» Exercise directions
Could you repeat every record exactly as it appears?

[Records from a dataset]
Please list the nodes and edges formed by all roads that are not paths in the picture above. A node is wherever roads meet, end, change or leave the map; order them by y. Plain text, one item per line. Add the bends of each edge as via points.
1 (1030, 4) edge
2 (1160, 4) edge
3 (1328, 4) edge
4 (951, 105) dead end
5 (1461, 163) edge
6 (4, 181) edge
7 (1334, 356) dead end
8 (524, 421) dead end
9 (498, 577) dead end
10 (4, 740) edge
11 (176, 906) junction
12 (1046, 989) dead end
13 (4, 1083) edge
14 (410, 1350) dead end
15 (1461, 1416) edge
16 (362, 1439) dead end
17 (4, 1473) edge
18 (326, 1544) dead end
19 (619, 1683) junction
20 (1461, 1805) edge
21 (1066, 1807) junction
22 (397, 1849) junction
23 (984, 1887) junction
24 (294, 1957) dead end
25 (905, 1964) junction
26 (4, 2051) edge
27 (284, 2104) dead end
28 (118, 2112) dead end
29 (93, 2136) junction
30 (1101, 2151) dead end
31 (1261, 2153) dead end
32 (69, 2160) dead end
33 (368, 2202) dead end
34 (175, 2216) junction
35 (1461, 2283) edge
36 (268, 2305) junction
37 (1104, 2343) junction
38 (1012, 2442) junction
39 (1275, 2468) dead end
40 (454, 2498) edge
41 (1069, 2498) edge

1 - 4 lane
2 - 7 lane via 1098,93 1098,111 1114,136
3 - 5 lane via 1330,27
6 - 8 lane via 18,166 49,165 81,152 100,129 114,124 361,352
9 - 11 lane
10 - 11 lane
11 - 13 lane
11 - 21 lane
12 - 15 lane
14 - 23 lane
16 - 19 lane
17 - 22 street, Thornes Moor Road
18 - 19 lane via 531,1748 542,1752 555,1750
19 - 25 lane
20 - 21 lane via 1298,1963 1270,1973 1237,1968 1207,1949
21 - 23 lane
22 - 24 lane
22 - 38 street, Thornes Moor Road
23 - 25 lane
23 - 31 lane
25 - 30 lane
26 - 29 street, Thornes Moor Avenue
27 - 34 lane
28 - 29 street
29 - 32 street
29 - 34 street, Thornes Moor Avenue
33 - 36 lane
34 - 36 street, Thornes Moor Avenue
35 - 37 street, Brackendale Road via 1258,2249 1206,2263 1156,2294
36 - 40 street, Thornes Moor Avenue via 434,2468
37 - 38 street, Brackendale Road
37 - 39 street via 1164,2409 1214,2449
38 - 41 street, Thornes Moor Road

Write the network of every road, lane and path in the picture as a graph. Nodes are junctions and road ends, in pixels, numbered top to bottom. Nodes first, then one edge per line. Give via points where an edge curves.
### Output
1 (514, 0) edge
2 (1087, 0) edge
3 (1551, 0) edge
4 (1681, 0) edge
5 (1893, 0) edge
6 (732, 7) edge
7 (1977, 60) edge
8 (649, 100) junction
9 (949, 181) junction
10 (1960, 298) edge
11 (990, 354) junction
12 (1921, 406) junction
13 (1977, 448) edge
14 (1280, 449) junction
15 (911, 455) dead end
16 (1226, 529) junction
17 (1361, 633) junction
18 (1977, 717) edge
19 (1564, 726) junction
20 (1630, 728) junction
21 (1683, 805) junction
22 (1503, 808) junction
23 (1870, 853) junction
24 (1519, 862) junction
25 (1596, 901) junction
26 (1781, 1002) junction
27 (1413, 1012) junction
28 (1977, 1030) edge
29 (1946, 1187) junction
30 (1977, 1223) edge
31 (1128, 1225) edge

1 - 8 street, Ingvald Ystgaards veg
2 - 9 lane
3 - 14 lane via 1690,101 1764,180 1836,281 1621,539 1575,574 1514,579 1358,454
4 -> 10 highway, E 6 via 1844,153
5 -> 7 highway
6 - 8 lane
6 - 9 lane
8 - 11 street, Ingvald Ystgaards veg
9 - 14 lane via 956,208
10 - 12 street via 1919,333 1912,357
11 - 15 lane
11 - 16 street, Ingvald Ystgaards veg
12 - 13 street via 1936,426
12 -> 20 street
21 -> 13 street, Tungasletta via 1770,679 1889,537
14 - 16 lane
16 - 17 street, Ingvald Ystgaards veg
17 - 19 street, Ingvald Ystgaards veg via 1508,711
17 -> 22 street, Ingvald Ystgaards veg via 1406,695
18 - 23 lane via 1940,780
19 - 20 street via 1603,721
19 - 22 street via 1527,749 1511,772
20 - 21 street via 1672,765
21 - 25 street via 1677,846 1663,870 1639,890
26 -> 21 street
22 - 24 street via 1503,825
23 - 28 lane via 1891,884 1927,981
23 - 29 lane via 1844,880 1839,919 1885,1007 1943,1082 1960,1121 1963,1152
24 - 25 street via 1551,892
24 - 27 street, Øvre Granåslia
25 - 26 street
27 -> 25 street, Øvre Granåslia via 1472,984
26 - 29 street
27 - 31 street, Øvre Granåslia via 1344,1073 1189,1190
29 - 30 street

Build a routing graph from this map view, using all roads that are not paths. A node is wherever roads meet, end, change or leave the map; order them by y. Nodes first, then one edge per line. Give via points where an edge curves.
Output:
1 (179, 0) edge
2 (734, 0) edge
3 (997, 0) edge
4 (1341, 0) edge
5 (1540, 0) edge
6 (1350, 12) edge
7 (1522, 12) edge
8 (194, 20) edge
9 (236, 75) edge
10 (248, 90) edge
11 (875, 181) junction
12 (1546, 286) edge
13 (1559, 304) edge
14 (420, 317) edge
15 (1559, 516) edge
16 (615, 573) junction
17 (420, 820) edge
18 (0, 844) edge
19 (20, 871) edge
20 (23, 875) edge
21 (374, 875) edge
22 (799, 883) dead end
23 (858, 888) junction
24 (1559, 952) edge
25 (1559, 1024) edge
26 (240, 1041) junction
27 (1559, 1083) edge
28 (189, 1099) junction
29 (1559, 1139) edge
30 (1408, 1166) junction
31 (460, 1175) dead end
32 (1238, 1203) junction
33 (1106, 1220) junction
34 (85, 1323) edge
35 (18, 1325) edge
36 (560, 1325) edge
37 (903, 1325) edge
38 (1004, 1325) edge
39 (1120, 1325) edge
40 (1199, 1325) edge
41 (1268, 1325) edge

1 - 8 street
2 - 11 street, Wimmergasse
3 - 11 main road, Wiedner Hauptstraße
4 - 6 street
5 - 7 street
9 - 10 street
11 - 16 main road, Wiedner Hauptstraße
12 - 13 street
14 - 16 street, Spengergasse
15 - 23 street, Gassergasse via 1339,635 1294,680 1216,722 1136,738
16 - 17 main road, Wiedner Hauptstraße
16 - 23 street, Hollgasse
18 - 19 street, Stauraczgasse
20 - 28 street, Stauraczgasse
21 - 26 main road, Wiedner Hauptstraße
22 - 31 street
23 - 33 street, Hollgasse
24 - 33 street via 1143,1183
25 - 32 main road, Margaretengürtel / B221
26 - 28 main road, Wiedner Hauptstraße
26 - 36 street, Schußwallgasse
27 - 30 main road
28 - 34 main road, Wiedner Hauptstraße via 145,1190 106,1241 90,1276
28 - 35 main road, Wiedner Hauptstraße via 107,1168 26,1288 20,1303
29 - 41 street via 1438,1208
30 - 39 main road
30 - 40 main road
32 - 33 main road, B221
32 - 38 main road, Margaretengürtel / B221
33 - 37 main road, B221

» Answer to this exercise
Please list the nodes and edges formed by all roads that are not paths in the picture above. A node is wherever roads meet, end, change or leave the map; order them by y. Plain text, one item per line. Add the bends of each edge as via points.
1 (1030, 4) edge
2 (1160, 4) edge
3 (1328, 4) edge
4 (951, 105) dead end
5 (1461, 163) edge
6 (4, 181) edge
7 (1334, 356) dead end
8 (524, 421) dead end
9 (498, 577) dead end
10 (4, 740) edge
11 (176, 906) junction
12 (1046, 989) dead end
13 (4, 1083) edge
14 (410, 1350) dead end
15 (1461, 1416) edge
16 (362, 1439) dead end
17 (4, 1473) edge
18 (326, 1544) dead end
19 (619, 1683) junction
20 (1461, 1805) edge
21 (1066, 1807) junction
22 (397, 1849) junction
23 (984, 1887) junction
24 (294, 1957) dead end
25 (905, 1964) junction
26 (4, 2051) edge
27 (284, 2104) dead end
28 (118, 2112) dead end
29 (93, 2136) junction
30 (1101, 2151) dead end
31 (1261, 2153) dead end
32 (69, 2160) dead end
33 (368, 2202) dead end
34 (175, 2216) junction
35 (1461, 2283) edge
36 (268, 2305) junction
37 (1104, 2343) junction
38 (1012, 2442) junction
39 (1275, 2468) dead end
40 (454, 2498) edge
41 (1069, 2498) edge

1 - 4 lane
2 - 7 lane via 1098,93 1098,111 1114,136
3 - 5 lane via 1330,27
6 - 8 lane via 18,166 49,165 81,152 100,129 114,124 361,352
9 - 11 lane
10 - 11 lane
11 - 13 lane
11 - 21 lane
12 - 15 lane
14 - 23 lane
16 - 19 lane
17 - 22 street, Thornes Moor Road
18 - 19 lane via 531,1748 542,1752 555,1750
19 - 25 lane
20 - 21 lane via 1298,1963 1270,1973 1237,1968 1207,1949
21 - 23 lane
22 - 24 lane
22 - 38 street, Thornes Moor Road
23 - 25 lane
23 - 31 lane
25 - 30 lane
26 - 29 street, Thornes Moor Avenue
27 - 34 lane
28 - 29 street
29 - 32 street
29 - 34 street, Thornes Moor Avenue
33 - 36 lane
34 - 36 street, Thornes Moor Avenue
35 - 37 street, Brackendale Road via 1258,2249 1206,2263 1156,2294
36 - 40 street, Thornes Moor Avenue via 434,2468
37 - 38 street, Brackendale Road
37 - 39 street via 1164,2409 1214,2449
38 - 41 street, Thornes Moor Road

Write the network of every road, lane and path in the picture as a graph. Nodes are junctions and road ends, in pixels, numbered top to bottom. Nodes first, then one edge per line. Give via points where an edge curves.
### Output
1 (514, 0) edge
2 (1087, 0) edge
3 (1551, 0) edge
4 (1681, 0) edge
5 (1893, 0) edge
6 (732, 7) edge
7 (1977, 60) edge
8 (649, 100) junction
9 (949, 181) junction
10 (1960, 298) edge
11 (990, 354) junction
12 (1921, 406) junction
13 (1977, 448) edge
14 (1280, 449) junction
15 (911, 455) dead end
16 (1226, 529) junction
17 (1361, 633) junction
18 (1977, 717) edge
19 (1564, 726) junction
20 (1630, 728) junction
21 (1683, 805) junction
22 (1503, 808) junction
23 (1870, 853) junction
24 (1519, 862) junction
25 (1596, 901) junction
26 (1781, 1002) junction
27 (1413, 1012) junction
28 (1977, 1030) edge
29 (1946, 1187) junction
30 (1977, 1223) edge
31 (1128, 1225) edge

1 - 8 street, Ingvald Ystgaards veg
2 - 9 lane
3 - 14 lane via 1690,101 1764,180 1836,281 1621,539 1575,574 1514,579 1358,454
4 -> 10 highway, E 6 via 1844,153
5 -> 7 highway
6 - 8 lane
6 - 9 lane
8 - 11 street, Ingvald Ystgaards veg
9 - 14 lane via 956,208
10 - 12 street via 1919,333 1912,357
11 - 15 lane
11 - 16 street, Ingvald Ystgaards veg
12 - 13 street via 1936,426
12 -> 20 street
21 -> 13 street, Tungasletta via 1770,679 1889,537
14 - 16 lane
16 - 17 street, Ingvald Ystgaards veg
17 - 19 street, Ingvald Ystgaards veg via 1508,711
17 -> 22 street, Ingvald Ystgaards veg via 1406,695
18 - 23 lane via 1940,780
19 - 20 street via 1603,721
19 - 22 street via 1527,749 1511,772
20 - 21 street via 1672,765
21 - 25 street via 1677,846 1663,870 1639,890
26 -> 21 street
22 - 24 street via 1503,825
23 - 28 lane via 1891,884 1927,981
23 - 29 lane via 1844,880 1839,919 1885,1007 1943,1082 1960,1121 1963,1152
24 - 25 street via 1551,892
24 - 27 street, Øvre Granåslia
25 - 26 street
27 -> 25 street, Øvre Granåslia via 1472,984
26 - 29 street
27 - 31 street, Øvre Granåslia via 1344,1073 1189,1190
29 - 30 street

Build a routing graph from this map view, using all roads that are not paths. A node is wherever roads meet, end, change or leave the map; order them by y. Nodes first, then one edge per line. Give via points where an edge curves.
Output:
1 (179, 0) edge
2 (734, 0) edge
3 (997, 0) edge
4 (1341, 0) edge
5 (1540, 0) edge
6 (1350, 12) edge
7 (1522, 12) edge
8 (194, 20) edge
9 (236, 75) edge
10 (248, 90) edge
11 (875, 181) junction
12 (1546, 286) edge
13 (1559, 304) edge
14 (420, 317) edge
15 (1559, 516) edge
16 (615, 573) junction
17 (420, 820) edge
18 (0, 844) edge
19 (20, 871) edge
20 (23, 875) edge
21 (374, 875) edge
22 (799, 883) dead end
23 (858, 888) junction
24 (1559, 952) edge
25 (1559, 1024) edge
26 (240, 1041) junction
27 (1559, 1083) edge
28 (189, 1099) junction
29 (1559, 1139) edge
30 (1408, 1166) junction
31 (460, 1175) dead end
32 (1238, 1203) junction
33 (1106, 1220) junction
34 (85, 1323) edge
35 (18, 1325) edge
36 (560, 1325) edge
37 (903, 1325) edge
38 (1004, 1325) edge
39 (1120, 1325) edge
40 (1199, 1325) edge
41 (1268, 1325) edge

1 - 8 street
2 - 11 street, Wimmergasse
3 - 11 main road, Wiedner Hauptstraße
4 - 6 street
5 - 7 street
9 - 10 street
11 - 16 main road, Wiedner Hauptstraße
12 - 13 street
14 - 16 street, Spengergasse
15 - 23 street, Gassergasse via 1339,635 1294,680 1216,722 1136,738
16 - 17 main road, Wiedner Hauptstraße
16 - 23 street, Hollgasse
18 - 19 street, Stauraczgasse
20 - 28 street, Stauraczgasse
21 - 26 main road, Wiedner Hauptstraße
22 - 31 street
23 - 33 street, Hollgasse
24 - 33 street via 1143,1183
25 - 32 main road, Margaretengürtel / B221
26 - 28 main road, Wiedner Hauptstraße
26 - 36 street, Schußwallgasse
27 - 30 main road
28 - 34 main road, Wiedner Hauptstraße via 145,1190 106,1241 90,1276
28 - 35 main road, Wiedner Hauptstraße via 107,1168 26,1288 20,1303
29 - 41 street via 1438,1208
30 - 39 main road
30 - 40 main road
32 - 33 main road, B221
32 - 38 main road, Margaretengürtel / B221
33 - 37 main road, B221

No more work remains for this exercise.